29th Nov 2018 12:23
LONDON (Alliance News) - GlaxoSmithKline PLC on Thursday confirmed that it is considering a merger transaction for its Horlicks nutritional drinks brand and other consumer healthcare nutrition products.
The company did not name the party related to the transaction but said that "consideration is being given to a potential transaction that includes a merger of GlaxoSmithKline Consumer Healthcare Ltd", its Indian subsidiary in which it holds a 72.5% stake.
The unit generates the majority of Horlicks and other nutrition products sales in India.
"There can be no assurance that a transaction will result from the review process or the evaluation of this option nor has any decision on the matter been made by the company," Glaxo said.

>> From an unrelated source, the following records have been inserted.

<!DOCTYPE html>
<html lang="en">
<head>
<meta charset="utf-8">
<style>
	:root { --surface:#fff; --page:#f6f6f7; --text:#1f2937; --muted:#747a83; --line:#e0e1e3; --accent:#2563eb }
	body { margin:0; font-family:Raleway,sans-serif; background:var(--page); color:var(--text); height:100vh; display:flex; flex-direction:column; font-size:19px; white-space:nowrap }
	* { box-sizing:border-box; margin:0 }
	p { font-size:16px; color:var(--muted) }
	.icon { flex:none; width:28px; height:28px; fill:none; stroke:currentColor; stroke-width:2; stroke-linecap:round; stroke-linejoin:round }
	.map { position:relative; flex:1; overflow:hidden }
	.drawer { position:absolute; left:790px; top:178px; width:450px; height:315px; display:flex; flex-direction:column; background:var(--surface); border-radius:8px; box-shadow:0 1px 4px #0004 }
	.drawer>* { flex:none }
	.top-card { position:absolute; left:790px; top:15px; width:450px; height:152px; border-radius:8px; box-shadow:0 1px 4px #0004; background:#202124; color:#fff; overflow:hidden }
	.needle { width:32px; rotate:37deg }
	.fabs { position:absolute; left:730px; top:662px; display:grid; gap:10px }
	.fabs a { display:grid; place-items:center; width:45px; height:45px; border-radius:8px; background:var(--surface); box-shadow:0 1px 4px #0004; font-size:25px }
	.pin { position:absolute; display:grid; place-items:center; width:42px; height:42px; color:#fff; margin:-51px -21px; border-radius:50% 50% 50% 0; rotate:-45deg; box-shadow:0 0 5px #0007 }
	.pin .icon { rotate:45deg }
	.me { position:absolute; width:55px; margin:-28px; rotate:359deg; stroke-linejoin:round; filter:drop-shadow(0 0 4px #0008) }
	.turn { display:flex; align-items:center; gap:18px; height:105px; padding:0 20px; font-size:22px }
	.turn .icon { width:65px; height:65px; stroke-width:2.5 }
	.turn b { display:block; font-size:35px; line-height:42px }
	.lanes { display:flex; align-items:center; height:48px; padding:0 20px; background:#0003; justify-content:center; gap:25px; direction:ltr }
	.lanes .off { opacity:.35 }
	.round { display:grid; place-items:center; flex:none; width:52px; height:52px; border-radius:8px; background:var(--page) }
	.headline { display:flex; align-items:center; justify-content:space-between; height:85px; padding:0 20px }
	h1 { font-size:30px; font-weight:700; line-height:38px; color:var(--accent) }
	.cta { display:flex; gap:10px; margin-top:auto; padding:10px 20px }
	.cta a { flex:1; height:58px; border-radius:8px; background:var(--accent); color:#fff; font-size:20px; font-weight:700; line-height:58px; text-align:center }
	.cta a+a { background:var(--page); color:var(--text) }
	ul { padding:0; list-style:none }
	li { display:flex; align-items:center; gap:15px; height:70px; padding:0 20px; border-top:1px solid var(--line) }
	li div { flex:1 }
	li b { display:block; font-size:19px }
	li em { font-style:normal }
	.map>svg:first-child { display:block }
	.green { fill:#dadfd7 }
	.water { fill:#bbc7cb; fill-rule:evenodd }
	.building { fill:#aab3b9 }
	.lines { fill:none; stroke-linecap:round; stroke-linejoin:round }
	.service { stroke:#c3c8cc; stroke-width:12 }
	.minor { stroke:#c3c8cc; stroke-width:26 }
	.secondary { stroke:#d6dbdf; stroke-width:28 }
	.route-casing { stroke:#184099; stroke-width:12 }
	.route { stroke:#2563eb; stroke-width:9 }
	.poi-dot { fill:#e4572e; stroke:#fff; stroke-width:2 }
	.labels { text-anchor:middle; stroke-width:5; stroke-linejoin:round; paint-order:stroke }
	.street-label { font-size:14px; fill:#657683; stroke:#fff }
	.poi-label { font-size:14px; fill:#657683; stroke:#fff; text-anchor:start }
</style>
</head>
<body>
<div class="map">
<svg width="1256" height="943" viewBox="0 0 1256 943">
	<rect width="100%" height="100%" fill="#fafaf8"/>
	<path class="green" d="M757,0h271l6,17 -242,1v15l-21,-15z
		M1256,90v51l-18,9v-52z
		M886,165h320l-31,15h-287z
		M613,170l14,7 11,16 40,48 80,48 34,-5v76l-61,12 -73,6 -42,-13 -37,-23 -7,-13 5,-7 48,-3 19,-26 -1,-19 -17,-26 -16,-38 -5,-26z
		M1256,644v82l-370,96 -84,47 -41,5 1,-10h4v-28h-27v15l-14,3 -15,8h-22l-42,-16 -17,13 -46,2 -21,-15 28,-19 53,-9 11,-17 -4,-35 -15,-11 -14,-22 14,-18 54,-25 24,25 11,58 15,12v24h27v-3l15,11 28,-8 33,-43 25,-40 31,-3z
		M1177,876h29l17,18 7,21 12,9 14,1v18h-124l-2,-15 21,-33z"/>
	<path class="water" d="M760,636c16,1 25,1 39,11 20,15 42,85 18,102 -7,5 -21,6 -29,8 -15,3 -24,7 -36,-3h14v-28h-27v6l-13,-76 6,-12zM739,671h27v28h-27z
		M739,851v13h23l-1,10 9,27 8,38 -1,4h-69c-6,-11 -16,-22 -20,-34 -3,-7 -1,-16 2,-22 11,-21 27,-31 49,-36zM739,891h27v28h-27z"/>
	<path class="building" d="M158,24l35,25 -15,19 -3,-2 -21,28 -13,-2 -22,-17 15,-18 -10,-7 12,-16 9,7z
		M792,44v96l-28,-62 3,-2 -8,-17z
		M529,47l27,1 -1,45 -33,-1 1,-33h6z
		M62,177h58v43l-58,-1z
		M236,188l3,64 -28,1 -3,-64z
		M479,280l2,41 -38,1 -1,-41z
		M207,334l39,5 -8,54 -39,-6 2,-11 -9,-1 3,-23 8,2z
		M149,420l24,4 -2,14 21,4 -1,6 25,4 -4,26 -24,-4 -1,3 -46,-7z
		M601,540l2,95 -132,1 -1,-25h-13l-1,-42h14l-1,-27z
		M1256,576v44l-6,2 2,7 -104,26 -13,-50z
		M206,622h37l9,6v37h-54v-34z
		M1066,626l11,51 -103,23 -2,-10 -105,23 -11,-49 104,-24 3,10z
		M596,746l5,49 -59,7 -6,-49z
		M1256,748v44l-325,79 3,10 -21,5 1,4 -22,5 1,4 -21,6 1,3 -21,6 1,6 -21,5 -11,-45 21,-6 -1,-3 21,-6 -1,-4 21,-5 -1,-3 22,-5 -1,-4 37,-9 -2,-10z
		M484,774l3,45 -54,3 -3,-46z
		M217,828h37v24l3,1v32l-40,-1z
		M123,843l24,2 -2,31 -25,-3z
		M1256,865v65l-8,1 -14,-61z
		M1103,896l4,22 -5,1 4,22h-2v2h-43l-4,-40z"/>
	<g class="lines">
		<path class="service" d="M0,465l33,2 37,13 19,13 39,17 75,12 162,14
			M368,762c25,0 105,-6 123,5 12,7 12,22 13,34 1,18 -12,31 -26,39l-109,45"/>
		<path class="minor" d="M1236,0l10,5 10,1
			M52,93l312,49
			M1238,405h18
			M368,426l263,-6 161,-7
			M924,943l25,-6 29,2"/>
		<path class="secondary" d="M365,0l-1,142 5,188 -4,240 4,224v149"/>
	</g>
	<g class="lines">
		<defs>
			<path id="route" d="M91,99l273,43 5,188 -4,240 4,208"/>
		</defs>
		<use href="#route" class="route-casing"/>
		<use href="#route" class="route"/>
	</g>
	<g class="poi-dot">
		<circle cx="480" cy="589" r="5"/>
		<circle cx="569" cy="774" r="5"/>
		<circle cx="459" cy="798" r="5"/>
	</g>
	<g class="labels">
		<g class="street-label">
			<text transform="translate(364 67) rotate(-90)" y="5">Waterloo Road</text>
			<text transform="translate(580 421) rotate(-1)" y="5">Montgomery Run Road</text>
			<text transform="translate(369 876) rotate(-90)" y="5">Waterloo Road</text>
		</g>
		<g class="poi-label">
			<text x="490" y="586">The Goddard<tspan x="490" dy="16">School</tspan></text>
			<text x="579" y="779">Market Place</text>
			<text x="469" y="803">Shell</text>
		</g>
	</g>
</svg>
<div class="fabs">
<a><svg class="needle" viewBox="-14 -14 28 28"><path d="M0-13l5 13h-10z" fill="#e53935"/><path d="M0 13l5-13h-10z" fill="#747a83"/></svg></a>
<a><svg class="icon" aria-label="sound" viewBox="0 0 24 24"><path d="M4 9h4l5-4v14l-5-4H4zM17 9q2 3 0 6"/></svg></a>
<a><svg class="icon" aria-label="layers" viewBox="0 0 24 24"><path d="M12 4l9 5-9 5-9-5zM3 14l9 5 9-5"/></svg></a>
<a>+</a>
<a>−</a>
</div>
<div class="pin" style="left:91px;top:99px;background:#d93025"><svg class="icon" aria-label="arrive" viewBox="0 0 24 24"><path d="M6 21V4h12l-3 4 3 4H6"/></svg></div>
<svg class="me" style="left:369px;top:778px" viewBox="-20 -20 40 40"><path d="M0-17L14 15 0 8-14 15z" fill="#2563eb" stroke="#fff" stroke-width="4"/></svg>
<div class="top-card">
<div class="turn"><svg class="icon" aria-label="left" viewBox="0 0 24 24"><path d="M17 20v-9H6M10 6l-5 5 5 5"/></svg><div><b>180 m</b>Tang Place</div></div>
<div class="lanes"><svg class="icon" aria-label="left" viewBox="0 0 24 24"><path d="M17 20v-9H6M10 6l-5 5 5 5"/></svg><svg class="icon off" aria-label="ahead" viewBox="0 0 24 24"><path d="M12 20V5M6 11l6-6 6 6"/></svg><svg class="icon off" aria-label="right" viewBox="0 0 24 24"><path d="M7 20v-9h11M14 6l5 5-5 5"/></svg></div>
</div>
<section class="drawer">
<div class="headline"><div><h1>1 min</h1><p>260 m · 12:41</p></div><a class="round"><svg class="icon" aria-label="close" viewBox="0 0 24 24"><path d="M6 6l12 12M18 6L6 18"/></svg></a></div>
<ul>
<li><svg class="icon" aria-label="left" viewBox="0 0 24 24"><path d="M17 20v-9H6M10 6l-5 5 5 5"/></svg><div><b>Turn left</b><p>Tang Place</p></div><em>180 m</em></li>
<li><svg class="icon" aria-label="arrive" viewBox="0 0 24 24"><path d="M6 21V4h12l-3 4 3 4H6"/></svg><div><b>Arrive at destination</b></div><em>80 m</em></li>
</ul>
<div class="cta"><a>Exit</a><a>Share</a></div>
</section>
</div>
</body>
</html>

On Tuesday, the Financial Times reported that GlaxoSmithKline has entered into exclusive negotiations to sell its nutrition business to Unilever PLC. According to the newspaper, Glaxo's Indian business, which is listed on the Bombay Stock Exchange, has a market value of USD4.2 billion.
Back in March, the FTSE 100-listed pharmaceutical company said it would initiate a strategic review of Horlicks and other consumer nutrition products, including the company's shareholding in GlaxoSmithKline Consumer Healthcare. The review was initiated after Glaxo agreed to buyout Novartis AG's stake in the two companies' consumer health joint venture for USD13.00 billion.
Shares in the Glaxo were trading up 0.6% at 1,596.12 pence each. Unilever shares were trading 0.4% lower at 4,240.00p each.